__Your assignment__
Work through the material below and count the lines holding the word "graph"; give that count and nothing more.

__Entries shown__
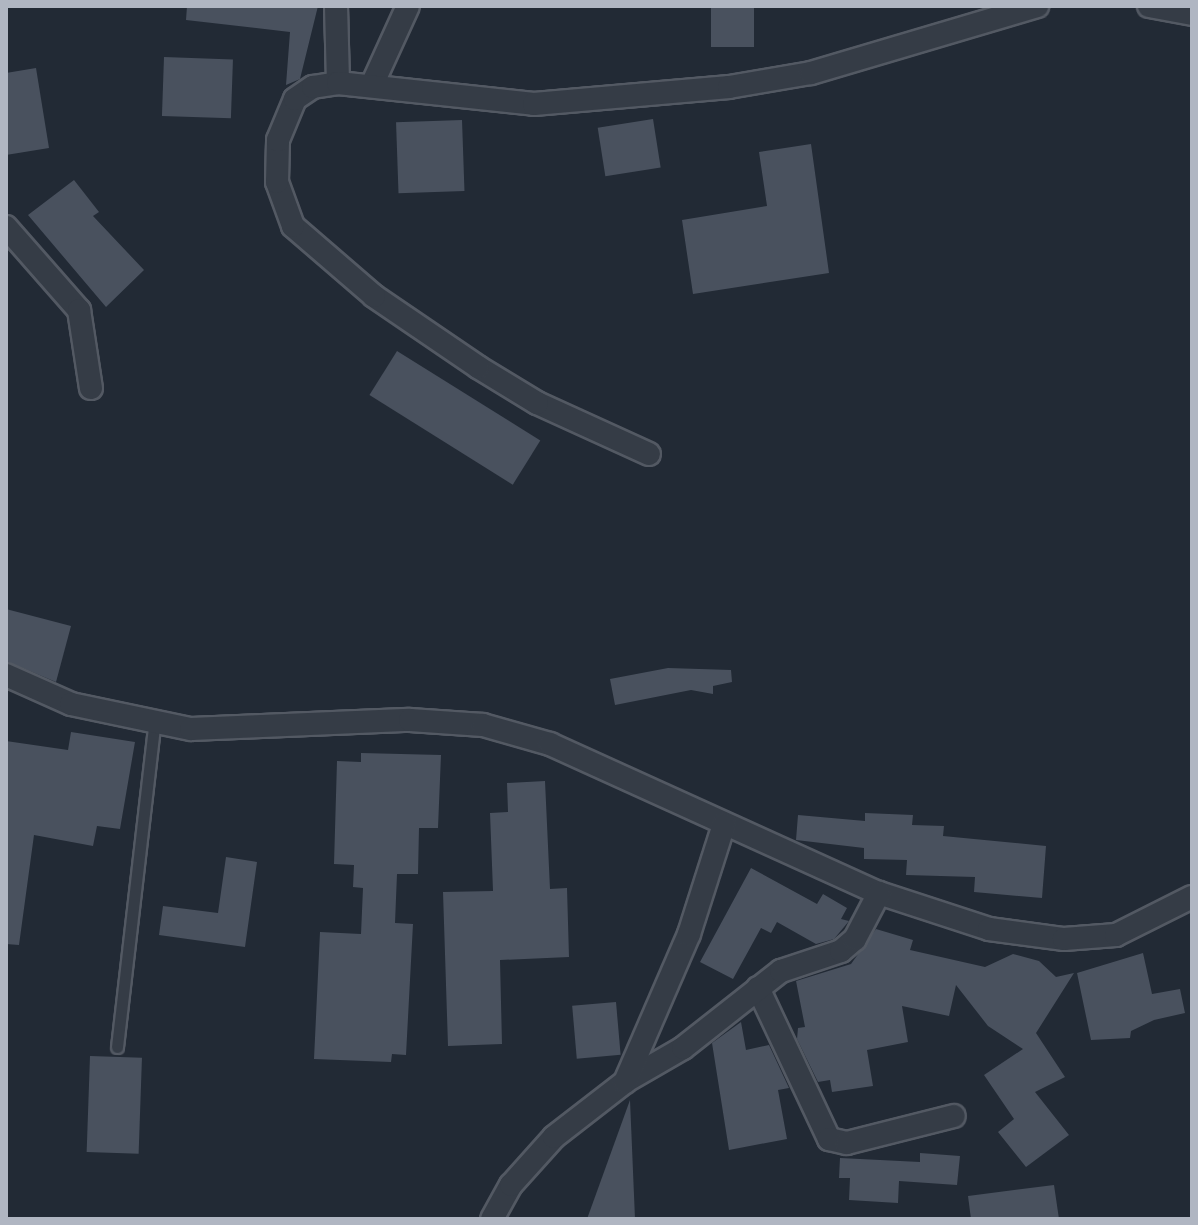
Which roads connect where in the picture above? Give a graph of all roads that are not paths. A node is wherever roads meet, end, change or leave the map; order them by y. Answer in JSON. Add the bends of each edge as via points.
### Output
{"nodes":[{"id":1,"x":336,"y":6,"type":"edge"},
{"id":2,"x":408,"y":6,"type":"edge"},
{"id":3,"x":1037,"y":6,"type":"edge"},
{"id":4,"x":1149,"y":6,"type":"edge"},
{"id":5,"x":1192,"y":14,"type":"edge"},
{"id":6,"x":338,"y":83,"type":"junction"},
{"id":7,"x":372,"y":85,"type":"junction"},
{"id":8,"x":6,"y":227,"type":"edge"},
{"id":9,"x":91,"y":388,"type":"dead end"},
{"id":10,"x":649,"y":454,"type":"dead end"},
{"id":11,"x":6,"y":675,"type":"edge"},
{"id":12,"x":154,"y":725,"type":"junction"},
{"id":13,"x":724,"y":824,"type":"junction"},
{"id":14,"x":879,"y":893,"type":"junction"},
{"id":15,"x":1192,"y":897,"type":"edge"},
{"id":16,"x":758,"y":988,"type":"junction"},
{"id":17,"x":117,"y":1047,"type":"dead end"},
{"id":18,"x":625,"y":1082,"type":"junction"},
{"id":19,"x":954,"y":1116,"type":"dead end"},
{"id":20,"x":492,"y":1219,"type":"edge"}],
"edges":[{"from":1,"to":6,"type":"street"},
{"from":2,"to":7,"type":"street"},
{"from":3,"to":7,"type":"street","via":[[811,73],[729,87],[534,104]]},
{"from":4,"to":5,"type":"street"},
{"from":6,"to":7,"type":"street"},
{"from":6,"to":10,"type":"street","via":[[313,87],[284,118],[277,182],[293,226],[374,296],[478,367],[602,436]]},
{"from":8,"to":9,"type":"street","via":[[79,310]]},
{"from":11,"to":12,"type":"street","via":[[71,704]]},
{"from":12,"to":13,"type":"street","via":[[483,725],[550,744]]},
{"from":12,"to":17,"type":"lane"},
{"from":13,"to":14,"type":"street"},
{"from":13,"to":18,"type":"street","via":[[689,934]]},
{"from":14,"to":15,"type":"street","via":[[976,926],[1064,939],[1141,927]]},
{"from":14,"to":16,"type":"street","via":[[855,939],[841,951],[781,971]]},
{"from":16,"to":18,"type":"street","via":[[683,1048]]},
{"from":16,"to":19,"type":"street","via":[[829,1139],[847,1143]]},
{"from":18,"to":20,"type":"street","via":[[554,1137],[511,1185]]}]}
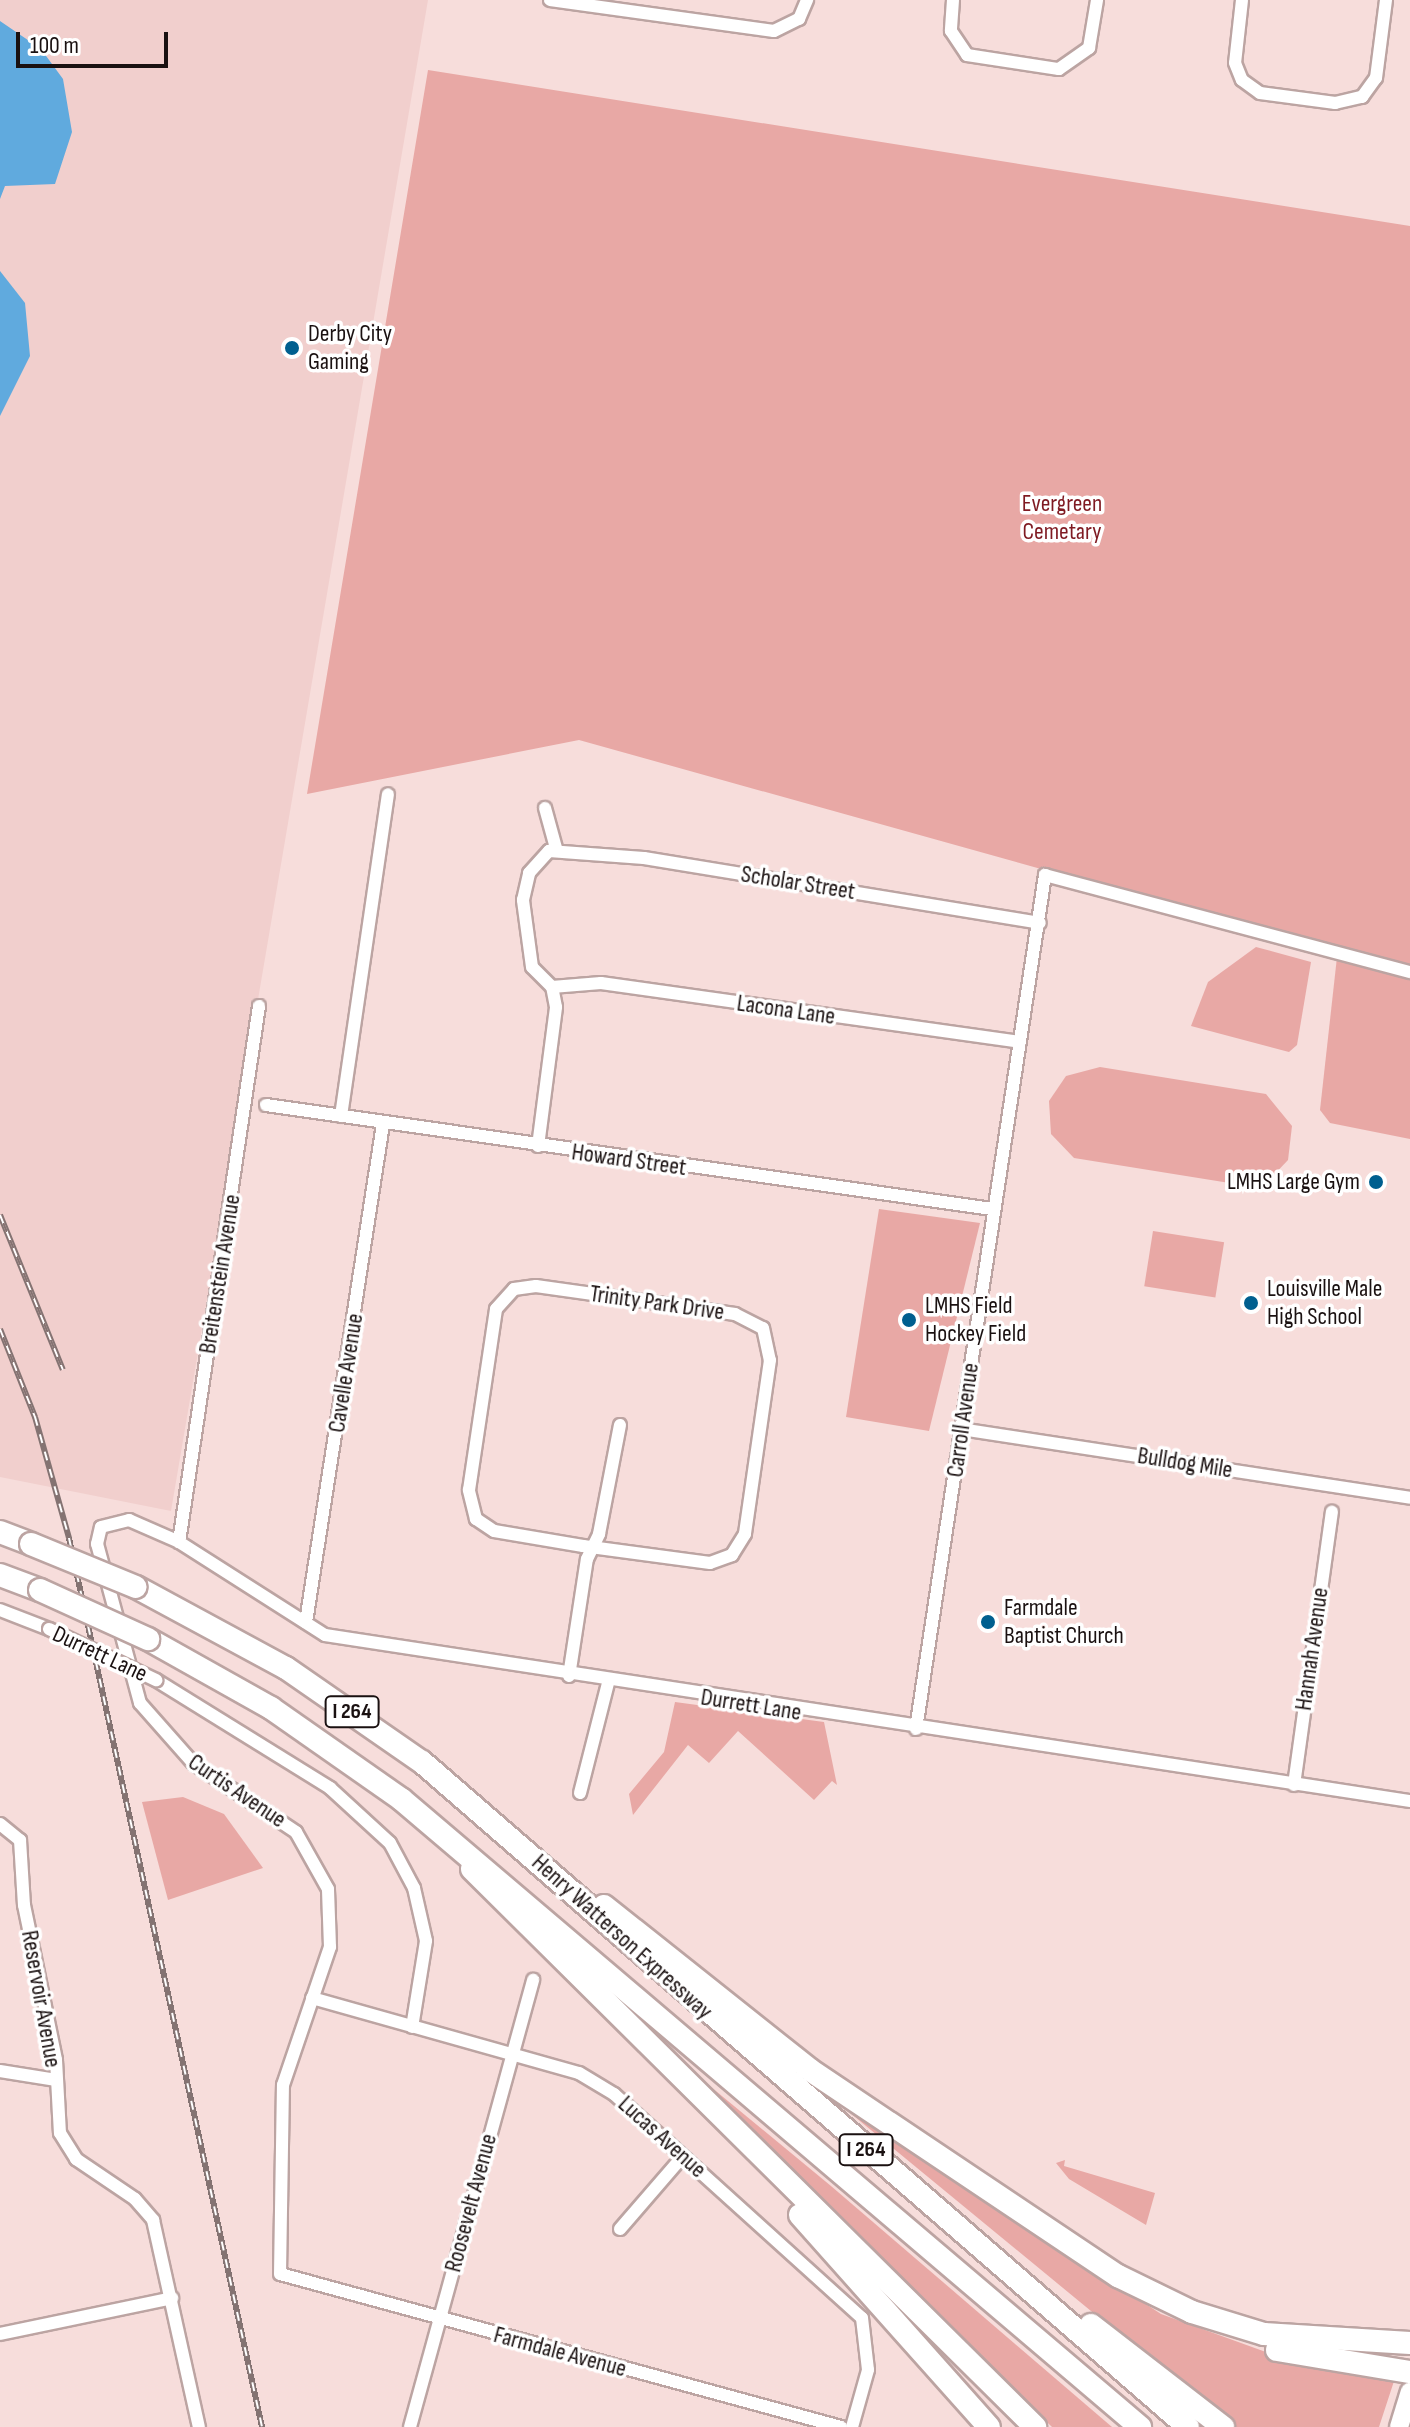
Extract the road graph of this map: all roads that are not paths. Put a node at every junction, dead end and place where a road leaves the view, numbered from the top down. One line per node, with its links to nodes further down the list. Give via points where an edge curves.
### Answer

__Answer to the problem__
2